Bit 15 is the sign bit of a signed integer. Looks like a long-winded way of checking whether the number is negative or positive.

volatile unsigned int BASE[4] = {0x8000, 0x8000, 0x8000, 0x8000};

if ( ! ( ( (unsigned char*)&BASE[idx])[1] & 0x80) ) 
{  ....

Henry_Best:
Bit 15 is the sign bit of a signed integer.
Looks like a long-winded way of checking whether the number is negative or positive.

This code runs in a interrupt and needs to be fast. I assume the original author possibly did it this way for speed?

Why not cast this as integer and check if < 0, as you suggest?
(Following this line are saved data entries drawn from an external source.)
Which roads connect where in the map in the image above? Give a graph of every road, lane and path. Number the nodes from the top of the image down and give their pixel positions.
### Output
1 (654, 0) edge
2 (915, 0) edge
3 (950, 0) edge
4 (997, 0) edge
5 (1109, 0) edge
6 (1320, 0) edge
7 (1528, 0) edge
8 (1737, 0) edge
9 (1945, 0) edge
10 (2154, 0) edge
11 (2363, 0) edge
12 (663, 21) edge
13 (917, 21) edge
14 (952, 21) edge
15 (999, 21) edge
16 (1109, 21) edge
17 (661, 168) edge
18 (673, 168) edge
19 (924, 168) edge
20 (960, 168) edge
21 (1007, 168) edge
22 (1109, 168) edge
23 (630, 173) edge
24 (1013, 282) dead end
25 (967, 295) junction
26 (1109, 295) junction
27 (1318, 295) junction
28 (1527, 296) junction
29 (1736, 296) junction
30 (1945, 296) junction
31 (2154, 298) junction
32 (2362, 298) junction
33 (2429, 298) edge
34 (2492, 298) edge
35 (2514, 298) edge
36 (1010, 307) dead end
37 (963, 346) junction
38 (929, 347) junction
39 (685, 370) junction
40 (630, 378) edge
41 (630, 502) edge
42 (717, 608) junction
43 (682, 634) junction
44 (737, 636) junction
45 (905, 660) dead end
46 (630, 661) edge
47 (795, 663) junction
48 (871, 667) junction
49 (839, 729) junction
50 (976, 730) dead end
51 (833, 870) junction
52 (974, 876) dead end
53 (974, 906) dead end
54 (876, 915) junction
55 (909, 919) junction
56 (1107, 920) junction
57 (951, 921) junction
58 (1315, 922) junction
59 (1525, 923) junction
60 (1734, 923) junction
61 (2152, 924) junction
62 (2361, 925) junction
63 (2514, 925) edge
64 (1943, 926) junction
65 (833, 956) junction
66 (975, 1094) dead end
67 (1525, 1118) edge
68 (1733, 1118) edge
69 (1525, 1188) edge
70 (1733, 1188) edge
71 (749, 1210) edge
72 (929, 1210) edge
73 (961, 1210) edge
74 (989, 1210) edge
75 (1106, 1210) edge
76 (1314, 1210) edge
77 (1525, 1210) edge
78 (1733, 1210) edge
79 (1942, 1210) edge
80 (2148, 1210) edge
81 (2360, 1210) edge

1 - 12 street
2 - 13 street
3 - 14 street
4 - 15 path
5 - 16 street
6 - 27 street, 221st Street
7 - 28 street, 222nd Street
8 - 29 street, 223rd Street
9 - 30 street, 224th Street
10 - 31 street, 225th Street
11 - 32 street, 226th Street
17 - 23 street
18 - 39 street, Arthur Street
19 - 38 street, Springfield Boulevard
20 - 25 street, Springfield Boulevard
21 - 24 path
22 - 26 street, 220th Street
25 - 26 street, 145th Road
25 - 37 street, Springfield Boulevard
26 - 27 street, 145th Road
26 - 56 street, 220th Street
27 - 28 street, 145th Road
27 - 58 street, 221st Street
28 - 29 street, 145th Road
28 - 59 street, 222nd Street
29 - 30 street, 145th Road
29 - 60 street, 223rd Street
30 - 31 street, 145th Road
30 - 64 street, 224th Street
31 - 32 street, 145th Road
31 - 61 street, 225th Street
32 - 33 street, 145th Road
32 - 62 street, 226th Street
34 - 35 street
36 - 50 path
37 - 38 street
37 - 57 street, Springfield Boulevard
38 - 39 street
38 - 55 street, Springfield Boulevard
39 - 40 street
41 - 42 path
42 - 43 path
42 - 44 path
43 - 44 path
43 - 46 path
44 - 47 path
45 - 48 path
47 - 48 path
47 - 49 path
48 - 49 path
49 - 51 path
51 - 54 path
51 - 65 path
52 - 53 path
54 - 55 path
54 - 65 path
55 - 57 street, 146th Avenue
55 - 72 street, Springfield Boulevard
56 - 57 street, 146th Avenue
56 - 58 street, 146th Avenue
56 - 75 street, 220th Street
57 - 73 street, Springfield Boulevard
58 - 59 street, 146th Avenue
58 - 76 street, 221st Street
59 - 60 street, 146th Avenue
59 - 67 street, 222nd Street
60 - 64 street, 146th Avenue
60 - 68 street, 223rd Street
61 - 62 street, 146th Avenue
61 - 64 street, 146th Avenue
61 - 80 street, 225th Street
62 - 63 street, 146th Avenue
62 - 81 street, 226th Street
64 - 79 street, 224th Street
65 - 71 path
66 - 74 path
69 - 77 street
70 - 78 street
The interrupt runs at 20hz.

How could I time the execution speed of the interrupt?

Rich

I thought you had found an old C++ exam/certification question from somewhere. There must be less convoluted methods of achieving the same thing.

No Exam,

Any thought how to time the execution time of an interrupt that is happening 20,000 times per second?

Hi Again,

I put this routine into a 100 iteration loop and used micros() to get times.

    // if (!(((unsigned char*)&EPCW[divider])[1] & 0x80)) //28 clock
    // if (!(((byte*)&EPCW[divider])[1]<0))               //28 clock
    // if (EPCW[divider] < 0)                             //37 clock
    // if (EPCW[divider] > 0x7FFF)                        //37 clock

    if (((unsigned int*)&EPCW[divider])[0] > 0x7FFF)    //28 clock
      EPCW[divider] = EPCW[divider];
    else
      EPCW[divider] = EPCW[divider];

So a small difference exists using pointer. Seemed the same with word or byte.
So I guess it’s 9 clock cycles faster this way.
The interrupt fires every 800 clocks.